If you are using active dry yeast, then you may need to let it sit in the water for 10 minutes before adding the other ingredients or else it could take a lot longer to raise the dough.


  1. In a large bowl combine the water, yeast, salt, oil, honey, and whole wheat flour. Mix well to dissolve the salt completely.
  2. Add the white flour and mix to a dough. *Desired dough temperature 25C (77F). If your dough is warmer, then it will ferment more rapidly. If it is cooler, then it will take longer. Adjust proofing time accordingly.
  3. Cover and ferment for 40 minutes.
  4. Fold.
  5. Ferment for 40 minutes.
  6. Divide the dough into 5 equal pieces and shape into balls.
  7. Rest for 30 minutes.
  8. Shape the bagels. See video for instructions.
  9. Boil the bagels in the water, honey, soda solution for no more than 20 seconds per side.
  10. Place on a rack to drain and leave to cool down for 10 minutes.
  11. Brush the bagels with egg and sprinkle with seeds.
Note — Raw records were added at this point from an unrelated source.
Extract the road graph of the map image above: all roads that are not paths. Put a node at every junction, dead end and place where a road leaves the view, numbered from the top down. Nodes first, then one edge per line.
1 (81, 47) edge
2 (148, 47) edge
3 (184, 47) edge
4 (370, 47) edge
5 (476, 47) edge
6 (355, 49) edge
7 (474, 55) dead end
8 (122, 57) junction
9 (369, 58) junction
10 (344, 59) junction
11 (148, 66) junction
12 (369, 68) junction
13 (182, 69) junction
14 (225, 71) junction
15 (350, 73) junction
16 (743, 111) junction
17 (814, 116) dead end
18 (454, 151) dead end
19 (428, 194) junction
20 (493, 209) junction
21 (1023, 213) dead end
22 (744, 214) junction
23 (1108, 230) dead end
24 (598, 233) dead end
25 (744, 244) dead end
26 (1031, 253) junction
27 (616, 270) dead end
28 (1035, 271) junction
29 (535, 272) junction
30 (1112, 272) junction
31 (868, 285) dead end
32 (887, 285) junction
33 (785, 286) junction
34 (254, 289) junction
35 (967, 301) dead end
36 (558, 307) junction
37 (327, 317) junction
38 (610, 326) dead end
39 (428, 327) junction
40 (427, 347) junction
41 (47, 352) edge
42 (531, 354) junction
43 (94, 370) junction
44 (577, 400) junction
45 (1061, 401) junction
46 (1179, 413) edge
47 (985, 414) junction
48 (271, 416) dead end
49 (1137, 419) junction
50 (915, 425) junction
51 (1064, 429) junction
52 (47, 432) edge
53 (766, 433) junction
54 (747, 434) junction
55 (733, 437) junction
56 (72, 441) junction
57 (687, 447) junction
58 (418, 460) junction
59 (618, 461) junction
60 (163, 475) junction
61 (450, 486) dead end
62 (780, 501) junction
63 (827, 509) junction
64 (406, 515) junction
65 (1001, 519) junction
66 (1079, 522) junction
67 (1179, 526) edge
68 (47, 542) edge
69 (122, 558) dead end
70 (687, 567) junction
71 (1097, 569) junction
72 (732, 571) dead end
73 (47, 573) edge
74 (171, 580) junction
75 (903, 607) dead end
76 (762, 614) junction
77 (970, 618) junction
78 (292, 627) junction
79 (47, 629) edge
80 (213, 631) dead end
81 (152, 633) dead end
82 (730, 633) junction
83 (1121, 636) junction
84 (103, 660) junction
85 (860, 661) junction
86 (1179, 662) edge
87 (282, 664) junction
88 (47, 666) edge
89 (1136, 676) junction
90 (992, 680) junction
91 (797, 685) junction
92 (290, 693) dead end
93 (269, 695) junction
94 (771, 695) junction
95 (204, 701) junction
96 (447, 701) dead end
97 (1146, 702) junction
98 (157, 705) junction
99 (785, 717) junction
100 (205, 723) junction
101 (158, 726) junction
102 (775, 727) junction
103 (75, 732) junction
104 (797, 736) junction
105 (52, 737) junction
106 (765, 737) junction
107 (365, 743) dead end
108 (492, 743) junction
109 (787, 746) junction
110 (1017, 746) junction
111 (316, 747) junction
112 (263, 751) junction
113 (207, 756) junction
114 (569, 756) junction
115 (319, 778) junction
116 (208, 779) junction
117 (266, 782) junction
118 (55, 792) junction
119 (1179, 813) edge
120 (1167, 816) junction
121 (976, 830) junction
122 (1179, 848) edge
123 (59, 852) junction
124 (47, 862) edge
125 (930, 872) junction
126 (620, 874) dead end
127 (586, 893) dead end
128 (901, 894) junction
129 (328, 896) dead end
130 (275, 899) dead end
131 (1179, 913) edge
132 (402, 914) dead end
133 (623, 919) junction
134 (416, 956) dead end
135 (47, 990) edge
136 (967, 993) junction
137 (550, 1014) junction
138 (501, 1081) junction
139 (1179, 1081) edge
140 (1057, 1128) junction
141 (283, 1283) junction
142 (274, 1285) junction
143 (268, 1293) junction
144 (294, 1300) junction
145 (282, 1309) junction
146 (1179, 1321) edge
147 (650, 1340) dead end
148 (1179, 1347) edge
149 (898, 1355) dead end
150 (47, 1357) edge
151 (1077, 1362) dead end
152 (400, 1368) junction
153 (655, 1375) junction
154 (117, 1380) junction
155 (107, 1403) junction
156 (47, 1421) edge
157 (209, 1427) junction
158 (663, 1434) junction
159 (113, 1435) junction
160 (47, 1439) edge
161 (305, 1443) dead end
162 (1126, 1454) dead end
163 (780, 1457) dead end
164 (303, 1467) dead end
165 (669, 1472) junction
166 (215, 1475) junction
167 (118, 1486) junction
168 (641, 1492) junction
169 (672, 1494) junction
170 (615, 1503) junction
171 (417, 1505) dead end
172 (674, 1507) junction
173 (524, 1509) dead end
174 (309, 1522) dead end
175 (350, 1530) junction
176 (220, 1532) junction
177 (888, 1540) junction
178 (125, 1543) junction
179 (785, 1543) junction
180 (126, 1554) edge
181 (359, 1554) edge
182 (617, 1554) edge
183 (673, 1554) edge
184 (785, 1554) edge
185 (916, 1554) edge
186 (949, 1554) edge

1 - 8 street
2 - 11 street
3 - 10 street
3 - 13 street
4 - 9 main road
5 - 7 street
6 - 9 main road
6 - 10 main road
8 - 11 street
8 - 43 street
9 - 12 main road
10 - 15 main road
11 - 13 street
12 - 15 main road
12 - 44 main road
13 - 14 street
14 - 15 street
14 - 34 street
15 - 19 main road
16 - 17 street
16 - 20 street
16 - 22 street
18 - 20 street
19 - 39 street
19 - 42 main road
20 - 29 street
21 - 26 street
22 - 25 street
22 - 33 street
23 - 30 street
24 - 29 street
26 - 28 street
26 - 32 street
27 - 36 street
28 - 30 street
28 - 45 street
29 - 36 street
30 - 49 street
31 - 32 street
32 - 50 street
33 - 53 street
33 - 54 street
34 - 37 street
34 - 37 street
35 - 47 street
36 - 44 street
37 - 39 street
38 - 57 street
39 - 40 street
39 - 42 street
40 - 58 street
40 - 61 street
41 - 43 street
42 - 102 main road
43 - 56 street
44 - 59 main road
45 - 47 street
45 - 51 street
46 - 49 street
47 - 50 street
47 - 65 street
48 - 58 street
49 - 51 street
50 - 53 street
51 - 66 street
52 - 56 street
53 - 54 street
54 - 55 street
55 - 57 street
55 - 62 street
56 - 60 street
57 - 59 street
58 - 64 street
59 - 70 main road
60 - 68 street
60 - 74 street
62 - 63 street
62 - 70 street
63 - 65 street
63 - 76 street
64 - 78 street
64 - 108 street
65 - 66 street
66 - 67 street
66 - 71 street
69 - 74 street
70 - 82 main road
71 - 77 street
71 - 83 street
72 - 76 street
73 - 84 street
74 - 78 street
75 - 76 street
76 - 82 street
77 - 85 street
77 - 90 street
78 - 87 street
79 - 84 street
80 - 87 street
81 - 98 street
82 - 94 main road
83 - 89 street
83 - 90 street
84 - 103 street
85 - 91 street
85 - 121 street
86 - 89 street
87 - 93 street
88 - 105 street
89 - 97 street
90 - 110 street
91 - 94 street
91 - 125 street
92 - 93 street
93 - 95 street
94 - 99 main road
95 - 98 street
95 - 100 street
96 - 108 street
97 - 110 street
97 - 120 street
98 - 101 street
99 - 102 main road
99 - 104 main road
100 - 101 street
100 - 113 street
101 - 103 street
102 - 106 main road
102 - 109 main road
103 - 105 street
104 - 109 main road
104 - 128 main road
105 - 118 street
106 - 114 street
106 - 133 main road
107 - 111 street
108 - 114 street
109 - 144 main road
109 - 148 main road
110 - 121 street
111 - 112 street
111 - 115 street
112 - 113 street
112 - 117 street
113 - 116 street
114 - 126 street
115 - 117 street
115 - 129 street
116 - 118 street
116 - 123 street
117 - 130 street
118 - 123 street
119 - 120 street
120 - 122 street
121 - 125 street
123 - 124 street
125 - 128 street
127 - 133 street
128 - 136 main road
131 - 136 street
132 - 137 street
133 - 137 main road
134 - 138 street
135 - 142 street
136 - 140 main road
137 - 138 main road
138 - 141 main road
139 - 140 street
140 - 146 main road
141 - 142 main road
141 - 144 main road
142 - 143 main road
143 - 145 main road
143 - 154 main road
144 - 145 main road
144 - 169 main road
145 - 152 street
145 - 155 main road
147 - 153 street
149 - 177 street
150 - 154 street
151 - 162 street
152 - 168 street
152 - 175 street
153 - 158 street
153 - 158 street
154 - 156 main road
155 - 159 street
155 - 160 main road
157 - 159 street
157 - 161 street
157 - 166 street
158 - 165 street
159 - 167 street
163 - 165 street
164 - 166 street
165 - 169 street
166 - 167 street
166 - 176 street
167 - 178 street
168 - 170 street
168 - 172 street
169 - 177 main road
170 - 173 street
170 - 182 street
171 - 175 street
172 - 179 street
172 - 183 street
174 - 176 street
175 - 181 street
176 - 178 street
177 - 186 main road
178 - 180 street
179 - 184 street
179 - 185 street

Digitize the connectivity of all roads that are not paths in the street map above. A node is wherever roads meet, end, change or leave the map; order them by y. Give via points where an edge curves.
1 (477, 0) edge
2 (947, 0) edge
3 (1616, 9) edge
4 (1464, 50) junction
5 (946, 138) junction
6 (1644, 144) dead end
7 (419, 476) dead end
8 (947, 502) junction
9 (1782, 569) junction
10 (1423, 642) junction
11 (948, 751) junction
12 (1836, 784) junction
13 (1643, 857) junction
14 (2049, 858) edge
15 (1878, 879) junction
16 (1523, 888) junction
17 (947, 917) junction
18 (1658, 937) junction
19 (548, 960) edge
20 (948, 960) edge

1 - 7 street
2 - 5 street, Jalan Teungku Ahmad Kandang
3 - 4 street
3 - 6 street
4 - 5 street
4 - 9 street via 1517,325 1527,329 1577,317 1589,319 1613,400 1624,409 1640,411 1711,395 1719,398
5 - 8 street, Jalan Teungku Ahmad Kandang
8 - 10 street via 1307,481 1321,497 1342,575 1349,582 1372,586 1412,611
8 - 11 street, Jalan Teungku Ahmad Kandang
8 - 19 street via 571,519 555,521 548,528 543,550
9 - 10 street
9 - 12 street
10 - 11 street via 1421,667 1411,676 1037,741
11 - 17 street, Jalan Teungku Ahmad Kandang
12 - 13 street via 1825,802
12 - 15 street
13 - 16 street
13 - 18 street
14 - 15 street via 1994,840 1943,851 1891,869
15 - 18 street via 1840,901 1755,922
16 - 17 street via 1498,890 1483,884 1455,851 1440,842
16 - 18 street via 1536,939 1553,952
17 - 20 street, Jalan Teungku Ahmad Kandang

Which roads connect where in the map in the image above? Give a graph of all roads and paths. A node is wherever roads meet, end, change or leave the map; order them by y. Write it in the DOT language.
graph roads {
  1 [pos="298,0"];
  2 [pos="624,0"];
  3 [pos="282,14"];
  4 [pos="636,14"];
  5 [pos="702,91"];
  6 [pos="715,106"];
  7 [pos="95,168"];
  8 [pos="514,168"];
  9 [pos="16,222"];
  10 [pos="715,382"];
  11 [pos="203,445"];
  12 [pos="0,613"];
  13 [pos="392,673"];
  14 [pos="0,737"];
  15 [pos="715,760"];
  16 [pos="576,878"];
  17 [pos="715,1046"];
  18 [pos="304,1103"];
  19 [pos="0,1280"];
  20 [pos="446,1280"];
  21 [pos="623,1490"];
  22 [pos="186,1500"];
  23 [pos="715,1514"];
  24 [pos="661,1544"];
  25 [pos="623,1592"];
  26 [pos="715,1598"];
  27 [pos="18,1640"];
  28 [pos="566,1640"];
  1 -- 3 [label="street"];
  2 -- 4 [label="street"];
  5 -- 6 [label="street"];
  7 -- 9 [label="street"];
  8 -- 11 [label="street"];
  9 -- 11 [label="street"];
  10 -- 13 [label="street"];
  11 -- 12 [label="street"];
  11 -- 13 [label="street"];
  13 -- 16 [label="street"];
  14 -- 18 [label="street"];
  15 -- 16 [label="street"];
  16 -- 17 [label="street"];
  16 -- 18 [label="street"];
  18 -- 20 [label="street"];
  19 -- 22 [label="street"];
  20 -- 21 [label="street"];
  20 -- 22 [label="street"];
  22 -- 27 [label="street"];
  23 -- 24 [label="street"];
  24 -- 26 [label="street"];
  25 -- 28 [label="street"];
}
Move them to a non-stick paper lined tray.
  12. Cover and cold proof for around 12 hours.
  13. The next day bake the bagels in a pre-heated oven at 210C (410F) for 20 minutes.

Leave to cool down slightly and enjoy!


Keep in mind that the conditions in each kitchen are different, so fermentation times may vary for you. It is up to the baker to control the bread and react accordingly.

Your oven may be different too, so your baking time may vary.